#### What you will do:
Copy all lines holding the word "الجراج" from the entries.

Stored data entries
Content starts

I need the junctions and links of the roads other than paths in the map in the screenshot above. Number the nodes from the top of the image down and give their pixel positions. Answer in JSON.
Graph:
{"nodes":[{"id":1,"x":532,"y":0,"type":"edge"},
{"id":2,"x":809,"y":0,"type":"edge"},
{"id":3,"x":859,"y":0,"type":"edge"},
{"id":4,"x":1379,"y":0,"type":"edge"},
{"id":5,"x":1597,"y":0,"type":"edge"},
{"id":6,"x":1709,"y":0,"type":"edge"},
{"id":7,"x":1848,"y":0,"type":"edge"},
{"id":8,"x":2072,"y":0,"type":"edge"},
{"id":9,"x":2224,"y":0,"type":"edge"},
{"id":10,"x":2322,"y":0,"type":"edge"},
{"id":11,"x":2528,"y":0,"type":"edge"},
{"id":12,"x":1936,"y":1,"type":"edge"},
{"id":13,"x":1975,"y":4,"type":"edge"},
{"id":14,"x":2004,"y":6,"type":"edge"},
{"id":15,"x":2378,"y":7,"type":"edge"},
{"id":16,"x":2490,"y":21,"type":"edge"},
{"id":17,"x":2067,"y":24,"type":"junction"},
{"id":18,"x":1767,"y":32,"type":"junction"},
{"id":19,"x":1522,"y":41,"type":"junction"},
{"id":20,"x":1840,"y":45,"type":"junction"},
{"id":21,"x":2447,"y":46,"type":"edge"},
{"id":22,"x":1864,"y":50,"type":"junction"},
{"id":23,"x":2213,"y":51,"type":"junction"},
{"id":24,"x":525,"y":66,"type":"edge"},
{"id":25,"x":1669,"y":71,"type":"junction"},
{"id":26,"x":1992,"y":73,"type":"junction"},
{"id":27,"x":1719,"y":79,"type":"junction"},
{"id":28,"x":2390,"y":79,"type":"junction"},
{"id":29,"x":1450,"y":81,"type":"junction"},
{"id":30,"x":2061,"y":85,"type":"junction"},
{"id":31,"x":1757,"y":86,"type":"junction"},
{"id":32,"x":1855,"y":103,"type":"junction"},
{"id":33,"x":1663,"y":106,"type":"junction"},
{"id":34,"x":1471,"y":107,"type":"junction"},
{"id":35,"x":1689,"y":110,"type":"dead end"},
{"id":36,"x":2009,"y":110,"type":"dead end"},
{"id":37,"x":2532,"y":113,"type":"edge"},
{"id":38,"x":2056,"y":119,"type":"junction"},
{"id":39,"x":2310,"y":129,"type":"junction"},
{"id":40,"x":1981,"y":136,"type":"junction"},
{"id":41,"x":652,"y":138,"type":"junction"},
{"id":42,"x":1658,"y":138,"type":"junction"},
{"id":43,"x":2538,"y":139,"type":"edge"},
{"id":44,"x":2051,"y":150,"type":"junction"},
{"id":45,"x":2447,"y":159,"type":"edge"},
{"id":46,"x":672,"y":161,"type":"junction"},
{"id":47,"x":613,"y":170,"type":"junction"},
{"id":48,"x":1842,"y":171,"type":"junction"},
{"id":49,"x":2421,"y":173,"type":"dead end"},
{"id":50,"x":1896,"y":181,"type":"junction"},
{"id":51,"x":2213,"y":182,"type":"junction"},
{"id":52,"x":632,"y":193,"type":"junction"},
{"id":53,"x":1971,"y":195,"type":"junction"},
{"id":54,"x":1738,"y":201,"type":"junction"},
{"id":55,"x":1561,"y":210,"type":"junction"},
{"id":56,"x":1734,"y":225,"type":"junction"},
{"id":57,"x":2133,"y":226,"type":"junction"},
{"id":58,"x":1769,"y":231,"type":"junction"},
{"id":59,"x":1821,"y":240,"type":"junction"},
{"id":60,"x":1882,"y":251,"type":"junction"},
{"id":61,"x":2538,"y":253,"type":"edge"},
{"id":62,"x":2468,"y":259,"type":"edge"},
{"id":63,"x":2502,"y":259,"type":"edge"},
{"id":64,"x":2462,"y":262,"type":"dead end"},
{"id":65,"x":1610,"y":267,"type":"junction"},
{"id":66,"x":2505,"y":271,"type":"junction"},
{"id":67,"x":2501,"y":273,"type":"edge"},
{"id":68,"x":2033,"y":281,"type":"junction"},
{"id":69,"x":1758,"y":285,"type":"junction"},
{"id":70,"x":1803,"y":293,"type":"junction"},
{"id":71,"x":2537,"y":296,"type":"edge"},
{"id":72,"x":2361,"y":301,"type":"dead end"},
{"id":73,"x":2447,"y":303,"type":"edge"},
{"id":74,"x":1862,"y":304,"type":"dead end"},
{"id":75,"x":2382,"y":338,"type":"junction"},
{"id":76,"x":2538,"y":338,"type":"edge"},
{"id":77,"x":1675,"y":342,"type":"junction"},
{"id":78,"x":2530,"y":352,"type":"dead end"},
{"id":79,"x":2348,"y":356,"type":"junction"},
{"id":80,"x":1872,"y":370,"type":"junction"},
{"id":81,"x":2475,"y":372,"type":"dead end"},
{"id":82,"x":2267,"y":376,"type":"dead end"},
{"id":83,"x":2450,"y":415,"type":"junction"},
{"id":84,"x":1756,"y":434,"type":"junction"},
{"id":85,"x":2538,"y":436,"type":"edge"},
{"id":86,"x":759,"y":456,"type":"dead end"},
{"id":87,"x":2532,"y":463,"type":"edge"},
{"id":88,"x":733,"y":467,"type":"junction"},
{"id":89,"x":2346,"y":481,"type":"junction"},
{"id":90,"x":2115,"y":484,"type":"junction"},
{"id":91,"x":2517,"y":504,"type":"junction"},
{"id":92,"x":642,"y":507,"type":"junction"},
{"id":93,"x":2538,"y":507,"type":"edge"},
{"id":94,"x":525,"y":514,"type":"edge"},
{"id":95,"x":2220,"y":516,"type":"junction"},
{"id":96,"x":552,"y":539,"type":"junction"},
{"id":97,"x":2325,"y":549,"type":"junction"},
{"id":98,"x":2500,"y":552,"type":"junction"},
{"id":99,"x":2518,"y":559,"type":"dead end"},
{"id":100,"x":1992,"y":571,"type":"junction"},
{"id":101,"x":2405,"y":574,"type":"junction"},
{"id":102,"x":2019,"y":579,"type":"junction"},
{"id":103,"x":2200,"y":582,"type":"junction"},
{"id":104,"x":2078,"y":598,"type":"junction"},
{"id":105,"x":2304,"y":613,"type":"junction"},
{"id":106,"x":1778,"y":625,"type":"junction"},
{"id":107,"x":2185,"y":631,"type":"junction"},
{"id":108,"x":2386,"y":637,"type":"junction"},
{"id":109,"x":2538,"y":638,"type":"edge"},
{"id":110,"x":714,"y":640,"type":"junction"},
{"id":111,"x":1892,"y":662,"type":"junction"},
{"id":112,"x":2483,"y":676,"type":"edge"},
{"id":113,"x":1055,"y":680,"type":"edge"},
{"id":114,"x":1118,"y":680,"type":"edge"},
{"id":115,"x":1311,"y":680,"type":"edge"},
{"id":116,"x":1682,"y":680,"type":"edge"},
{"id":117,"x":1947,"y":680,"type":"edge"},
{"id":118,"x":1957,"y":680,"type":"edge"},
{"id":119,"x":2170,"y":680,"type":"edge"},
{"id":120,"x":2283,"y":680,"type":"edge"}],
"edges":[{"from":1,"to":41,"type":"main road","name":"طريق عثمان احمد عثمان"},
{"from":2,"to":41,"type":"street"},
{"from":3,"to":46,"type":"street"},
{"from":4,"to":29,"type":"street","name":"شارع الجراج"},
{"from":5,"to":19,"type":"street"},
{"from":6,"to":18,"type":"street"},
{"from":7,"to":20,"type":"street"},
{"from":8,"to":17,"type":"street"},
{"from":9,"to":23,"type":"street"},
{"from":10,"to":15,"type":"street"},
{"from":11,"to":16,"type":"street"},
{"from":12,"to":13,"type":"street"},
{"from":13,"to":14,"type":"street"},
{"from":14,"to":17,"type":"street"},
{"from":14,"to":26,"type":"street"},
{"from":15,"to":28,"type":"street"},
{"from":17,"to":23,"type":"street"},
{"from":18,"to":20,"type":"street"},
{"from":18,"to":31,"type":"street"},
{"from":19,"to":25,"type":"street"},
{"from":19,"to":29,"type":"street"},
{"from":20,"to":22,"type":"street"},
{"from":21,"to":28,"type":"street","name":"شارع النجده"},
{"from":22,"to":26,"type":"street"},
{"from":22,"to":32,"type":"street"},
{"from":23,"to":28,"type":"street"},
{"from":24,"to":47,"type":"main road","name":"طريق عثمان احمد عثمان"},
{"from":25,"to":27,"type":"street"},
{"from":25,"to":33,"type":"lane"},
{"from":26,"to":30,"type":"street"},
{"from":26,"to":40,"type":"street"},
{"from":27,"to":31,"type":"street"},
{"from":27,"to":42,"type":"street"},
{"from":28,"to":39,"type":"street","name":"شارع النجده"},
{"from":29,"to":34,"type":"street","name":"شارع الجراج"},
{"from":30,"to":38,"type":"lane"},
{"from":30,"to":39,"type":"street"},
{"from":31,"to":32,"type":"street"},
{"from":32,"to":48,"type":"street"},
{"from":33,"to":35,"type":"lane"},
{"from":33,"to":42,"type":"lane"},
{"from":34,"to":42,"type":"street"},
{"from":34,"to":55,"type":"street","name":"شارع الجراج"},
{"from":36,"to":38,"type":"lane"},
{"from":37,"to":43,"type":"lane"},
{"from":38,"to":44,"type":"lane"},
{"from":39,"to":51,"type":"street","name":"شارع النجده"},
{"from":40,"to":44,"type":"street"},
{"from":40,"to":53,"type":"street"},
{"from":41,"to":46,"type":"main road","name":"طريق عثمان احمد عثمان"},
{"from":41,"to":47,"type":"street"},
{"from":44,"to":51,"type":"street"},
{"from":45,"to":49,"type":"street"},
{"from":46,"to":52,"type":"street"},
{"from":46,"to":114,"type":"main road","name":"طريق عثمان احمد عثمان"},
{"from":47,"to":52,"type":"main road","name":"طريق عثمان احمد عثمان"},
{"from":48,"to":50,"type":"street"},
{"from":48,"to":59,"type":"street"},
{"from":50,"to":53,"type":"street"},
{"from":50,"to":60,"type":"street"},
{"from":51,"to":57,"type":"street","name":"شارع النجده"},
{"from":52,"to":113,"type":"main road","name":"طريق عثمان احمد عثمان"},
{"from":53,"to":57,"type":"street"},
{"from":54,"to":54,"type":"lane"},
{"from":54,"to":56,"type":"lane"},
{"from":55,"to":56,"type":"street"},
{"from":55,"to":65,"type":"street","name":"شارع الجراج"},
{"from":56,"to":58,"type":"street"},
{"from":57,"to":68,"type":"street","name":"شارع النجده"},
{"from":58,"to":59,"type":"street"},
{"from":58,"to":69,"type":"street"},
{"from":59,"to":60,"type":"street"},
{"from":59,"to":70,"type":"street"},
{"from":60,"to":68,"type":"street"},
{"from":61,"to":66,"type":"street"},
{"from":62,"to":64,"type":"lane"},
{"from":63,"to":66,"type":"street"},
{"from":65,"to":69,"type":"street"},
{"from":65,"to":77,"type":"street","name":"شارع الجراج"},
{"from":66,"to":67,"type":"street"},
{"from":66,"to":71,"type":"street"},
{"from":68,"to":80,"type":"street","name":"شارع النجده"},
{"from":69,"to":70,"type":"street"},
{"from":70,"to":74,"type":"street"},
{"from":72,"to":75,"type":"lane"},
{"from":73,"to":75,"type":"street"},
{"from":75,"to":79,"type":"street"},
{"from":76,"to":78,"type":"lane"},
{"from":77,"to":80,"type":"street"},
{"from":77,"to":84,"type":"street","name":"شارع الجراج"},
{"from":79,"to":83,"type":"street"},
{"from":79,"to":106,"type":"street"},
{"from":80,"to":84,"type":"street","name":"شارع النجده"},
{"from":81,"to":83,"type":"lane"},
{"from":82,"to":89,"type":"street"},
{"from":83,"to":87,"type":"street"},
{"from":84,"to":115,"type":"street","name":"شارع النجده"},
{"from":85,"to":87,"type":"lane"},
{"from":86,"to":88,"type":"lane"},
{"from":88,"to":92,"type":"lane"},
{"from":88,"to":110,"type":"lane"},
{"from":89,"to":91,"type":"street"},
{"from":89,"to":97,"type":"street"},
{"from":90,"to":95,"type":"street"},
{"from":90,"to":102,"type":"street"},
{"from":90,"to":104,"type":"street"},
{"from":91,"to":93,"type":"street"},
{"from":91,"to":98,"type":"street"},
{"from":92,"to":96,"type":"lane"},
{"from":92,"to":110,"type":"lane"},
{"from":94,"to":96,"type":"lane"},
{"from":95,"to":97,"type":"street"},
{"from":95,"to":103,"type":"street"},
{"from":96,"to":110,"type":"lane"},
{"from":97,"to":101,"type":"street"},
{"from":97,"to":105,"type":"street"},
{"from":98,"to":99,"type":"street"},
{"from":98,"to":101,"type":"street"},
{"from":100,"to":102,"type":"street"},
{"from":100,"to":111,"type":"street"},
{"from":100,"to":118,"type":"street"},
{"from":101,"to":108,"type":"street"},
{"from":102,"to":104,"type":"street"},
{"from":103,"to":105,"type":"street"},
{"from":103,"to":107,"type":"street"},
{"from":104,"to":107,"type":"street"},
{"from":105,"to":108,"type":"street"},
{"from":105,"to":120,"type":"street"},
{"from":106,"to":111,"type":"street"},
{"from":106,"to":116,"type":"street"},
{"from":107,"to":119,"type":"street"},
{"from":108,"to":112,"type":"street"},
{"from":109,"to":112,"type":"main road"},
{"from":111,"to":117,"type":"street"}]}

Content ends

#### Output:
{"from":4,"to":29,"type":"street","name":"شارع الجراج"},
{"from":29,"to":34,"type":"street","name":"شارع الجراج"},
{"from":34,"to":55,"type":"street","name":"شارع الجراج"},
{"from":55,"to":65,"type":"street","name":"شارع الجراج"},
{"from":65,"to":77,"type":"street","name":"شارع الجراج"},
{"from":77,"to":84,"type":"street","name":"شارع الجراج"},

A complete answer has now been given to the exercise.